Instructions to follow -> Go through the data and copy every line exactly, but not the images.

Segment Open

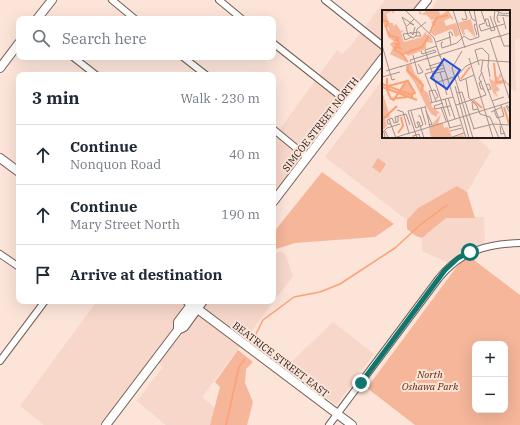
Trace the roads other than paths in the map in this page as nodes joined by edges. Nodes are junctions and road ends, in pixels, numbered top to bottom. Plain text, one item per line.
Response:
1 (52, 0) edge
2 (112, 0) edge
3 (219, 0) edge
4 (325, 0) edge
5 (426, 0) edge
6 (419, 10) edge
7 (39, 16) edge
8 (131, 16) edge
9 (238, 16) edge
10 (276, 45) edge
11 (382, 45) edge
12 (16, 47) edge
13 (382, 59) edge
14 (77, 60) edge
15 (187, 60) edge
16 (0, 68) edge
17 (92, 72) edge
18 (202, 72) edge
19 (349, 103) junction
20 (276, 131) edge
21 (307, 157) junction
22 (0, 158) edge
23 (16, 170) edge
24 (276, 198) edge
25 (520, 243) edge
26 (0, 254) edge
27 (16, 265) edge
28 (43, 304) edge
29 (193, 304) edge
30 (0, 361) edge
31 (338, 414) junction
32 (106, 425) edge
33 (329, 425) edge
34 (352, 425) edge

1 - 7 main road
2 - 8 street
3 - 9 street
4 - 11 street
5 - 6 main road
10 - 19 street
12 - 16 main road
13 - 19 main road, SIMCOE STREET NORTH
14 - 17 street
15 - 18 street
19 - 21 main road, SIMCOE STREET NORTH
20 - 21 street
21 - 24 main road, SIMCOE STREET NORTH
22 - 23 main road
25 - 31 street
26 - 27 street
28 - 30 street
29 - 31 main road, BEATRICE STREET EAST
29 - 32 main road
31 - 33 street
31 - 34 main road, BEATRICE STREET EAST

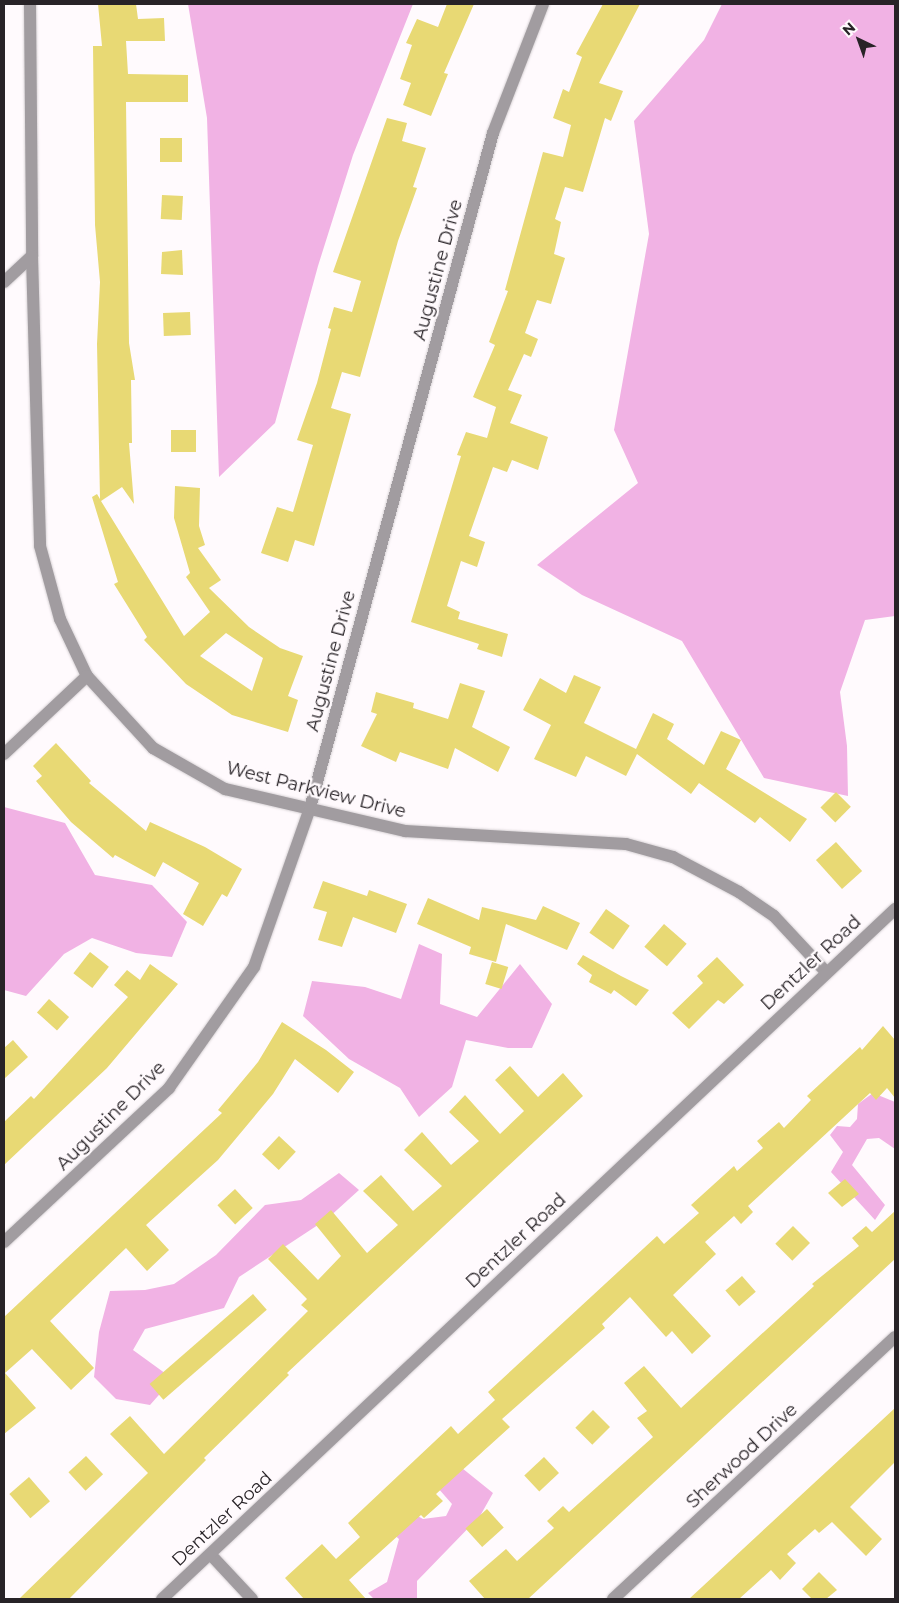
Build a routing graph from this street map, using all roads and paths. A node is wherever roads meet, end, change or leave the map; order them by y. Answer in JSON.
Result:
{"nodes":[{"id":1,"x":30,"y":4,"type":"edge"},
{"id":2,"x":543,"y":4,"type":"edge"},
{"id":3,"x":32,"y":256,"type":"junction"},
{"id":4,"x":4,"y":282,"type":"edge"},
{"id":5,"x":87,"y":676,"type":"junction"},
{"id":6,"x":4,"y":754,"type":"edge"},
{"id":7,"x":310,"y":808,"type":"junction"},
{"id":8,"x":895,"y":909,"type":"edge"},
{"id":9,"x":826,"y":972,"type":"junction"},
{"id":10,"x":4,"y":1242,"type":"edge"},
{"id":11,"x":895,"y":1337,"type":"edge"},
{"id":12,"x":211,"y":1555,"type":"junction"},
{"id":13,"x":162,"y":1599,"type":"edge"},
{"id":14,"x":252,"y":1599,"type":"edge"},
{"id":15,"x":613,"y":1599,"type":"edge"}],
"edges":[{"from":1,"to":3,"type":"street","name":"West Parkview Drive"},
{"from":2,"to":7,"type":"street","name":"Augustine Drive"},
{"from":3,"to":4,"type":"street"},
{"from":3,"to":5,"type":"street","name":"West Parkview Drive"},
{"from":5,"to":6,"type":"street"},
{"from":5,"to":7,"type":"street","name":"West Parkview Drive"},
{"from":7,"to":9,"type":"street","name":"West Parkview Drive"},
{"from":7,"to":10,"type":"street","name":"Augustine Drive"},
{"from":8,"to":9,"type":"street","name":"Dentzler Road"},
{"from":9,"to":12,"type":"street","name":"Dentzler Road"},
{"from":11,"to":15,"type":"street","name":"Sherwood Drive"},
{"from":12,"to":13,"type":"street","name":"Dentzler Road"},
{"from":12,"to":14,"type":"street"}]}
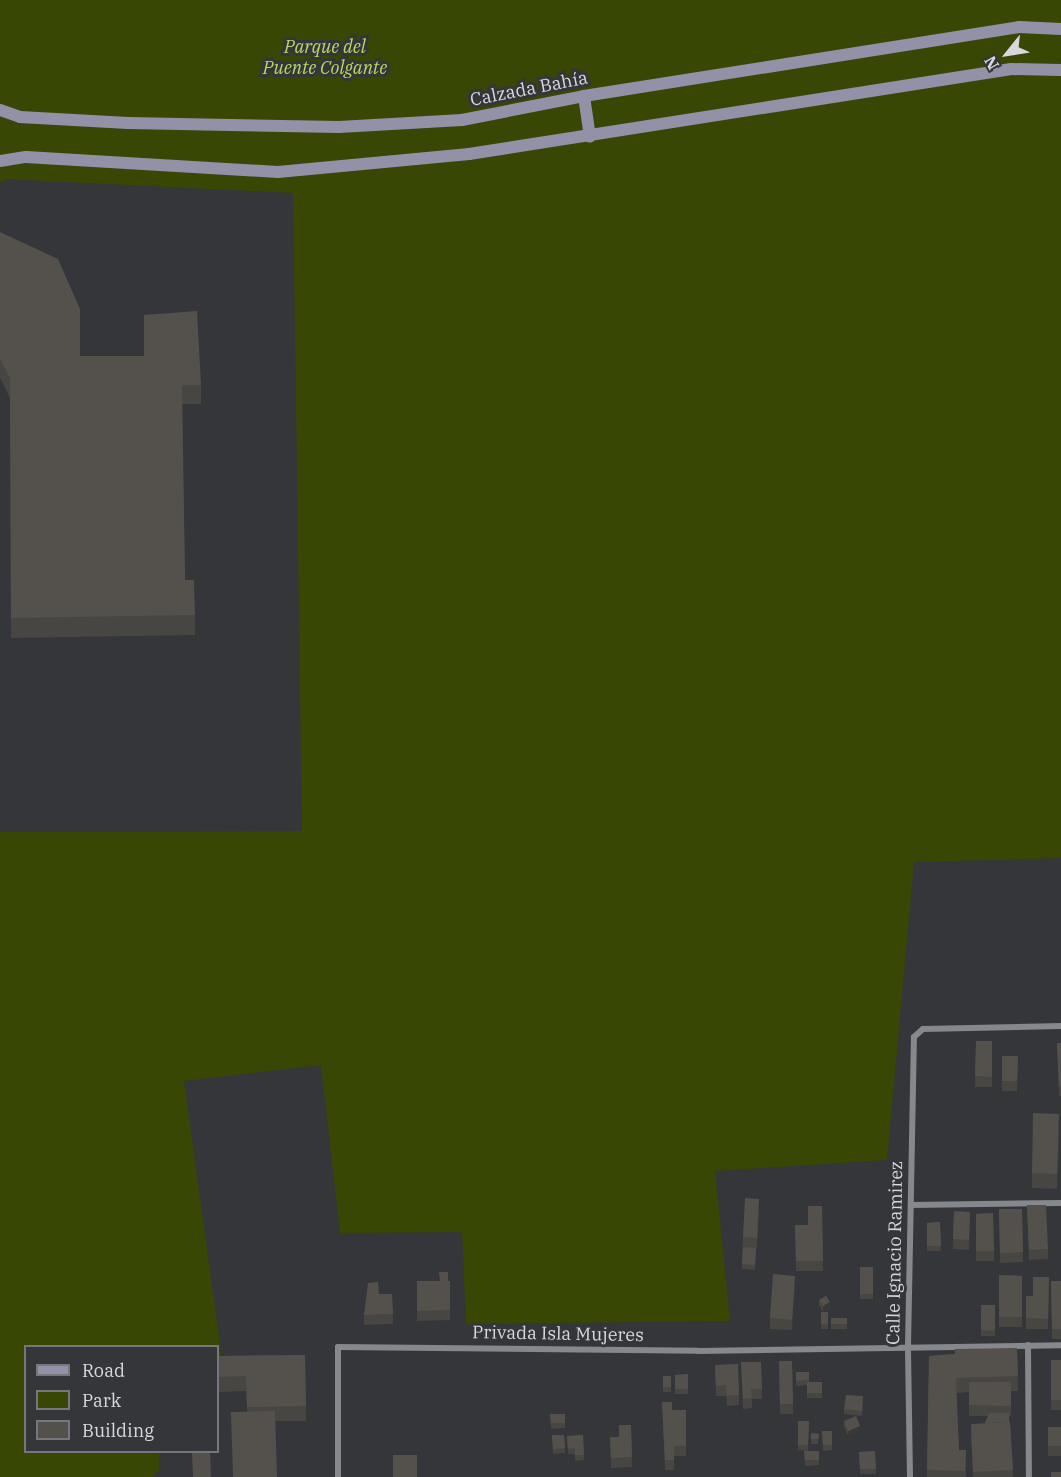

Segment Closed

Solution below ->
Trace the roads other than paths in the map in this page as nodes joined by edges. Nodes are junctions and road ends, in pixels, numbered top to bottom. Plain text, one item per line.
Response:
1 (52, 0) edge
2 (112, 0) edge
3 (219, 0) edge
4 (325, 0) edge
5 (426, 0) edge
6 (419, 10) edge
7 (39, 16) edge
8 (131, 16) edge
9 (238, 16) edge
10 (276, 45) edge
11 (382, 45) edge
12 (16, 47) edge
13 (382, 59) edge
14 (77, 60) edge
15 (187, 60) edge
16 (0, 68) edge
17 (92, 72) edge
18 (202, 72) edge
19 (349, 103) junction
20 (276, 131) edge
21 (307, 157) junction
22 (0, 158) edge
23 (16, 170) edge
24 (276, 198) edge
25 (520, 243) edge
26 (0, 254) edge
27 (16, 265) edge
28 (43, 304) edge
29 (193, 304) edge
30 (0, 361) edge
31 (338, 414) junction
32 (106, 425) edge
33 (329, 425) edge
34 (352, 425) edge

1 - 7 main road
2 - 8 street
3 - 9 street
4 - 11 street
5 - 6 main road
10 - 19 street
12 - 16 main road
13 - 19 main road, SIMCOE STREET NORTH
14 - 17 street
15 - 18 street
19 - 21 main road, SIMCOE STREET NORTH
20 - 21 street
21 - 24 main road, SIMCOE STREET NORTH
22 - 23 main road
25 - 31 street
26 - 27 street
28 - 30 street
29 - 31 main road, BEATRICE STREET EAST
29 - 32 main road
31 - 33 street
31 - 34 main road, BEATRICE STREET EAST

Build a routing graph from this street map, using all roads and paths. A node is wherever roads meet, end, change or leave the map; order them by y. Answer in JSON.
Result:
{"nodes":[{"id":1,"x":30,"y":4,"type":"edge"},
{"id":2,"x":543,"y":4,"type":"edge"},
{"id":3,"x":32,"y":256,"type":"junction"},
{"id":4,"x":4,"y":282,"type":"edge"},
{"id":5,"x":87,"y":676,"type":"junction"},
{"id":6,"x":4,"y":754,"type":"edge"},
{"id":7,"x":310,"y":808,"type":"junction"},
{"id":8,"x":895,"y":909,"type":"edge"},
{"id":9,"x":826,"y":972,"type":"junction"},
{"id":10,"x":4,"y":1242,"type":"edge"},
{"id":11,"x":895,"y":1337,"type":"edge"},
{"id":12,"x":211,"y":1555,"type":"junction"},
{"id":13,"x":162,"y":1599,"type":"edge"},
{"id":14,"x":252,"y":1599,"type":"edge"},
{"id":15,"x":613,"y":1599,"type":"edge"}],
"edges":[{"from":1,"to":3,"type":"street","name":"West Parkview Drive"},
{"from":2,"to":7,"type":"street","name":"Augustine Drive"},
{"from":3,"to":4,"type":"street"},
{"from":3,"to":5,"type":"street","name":"West Parkview Drive"},
{"from":5,"to":6,"type":"street"},
{"from":5,"to":7,"type":"street","name":"West Parkview Drive"},
{"from":7,"to":9,"type":"street","name":"West Parkview Drive"},
{"from":7,"to":10,"type":"street","name":"Augustine Drive"},
{"from":8,"to":9,"type":"street","name":"Dentzler Road"},
{"from":9,"to":12,"type":"street","name":"Dentzler Road"},
{"from":11,"to":15,"type":"street","name":"Sherwood Drive"},
{"from":12,"to":13,"type":"street","name":"Dentzler Road"},
{"from":12,"to":14,"type":"street"}]}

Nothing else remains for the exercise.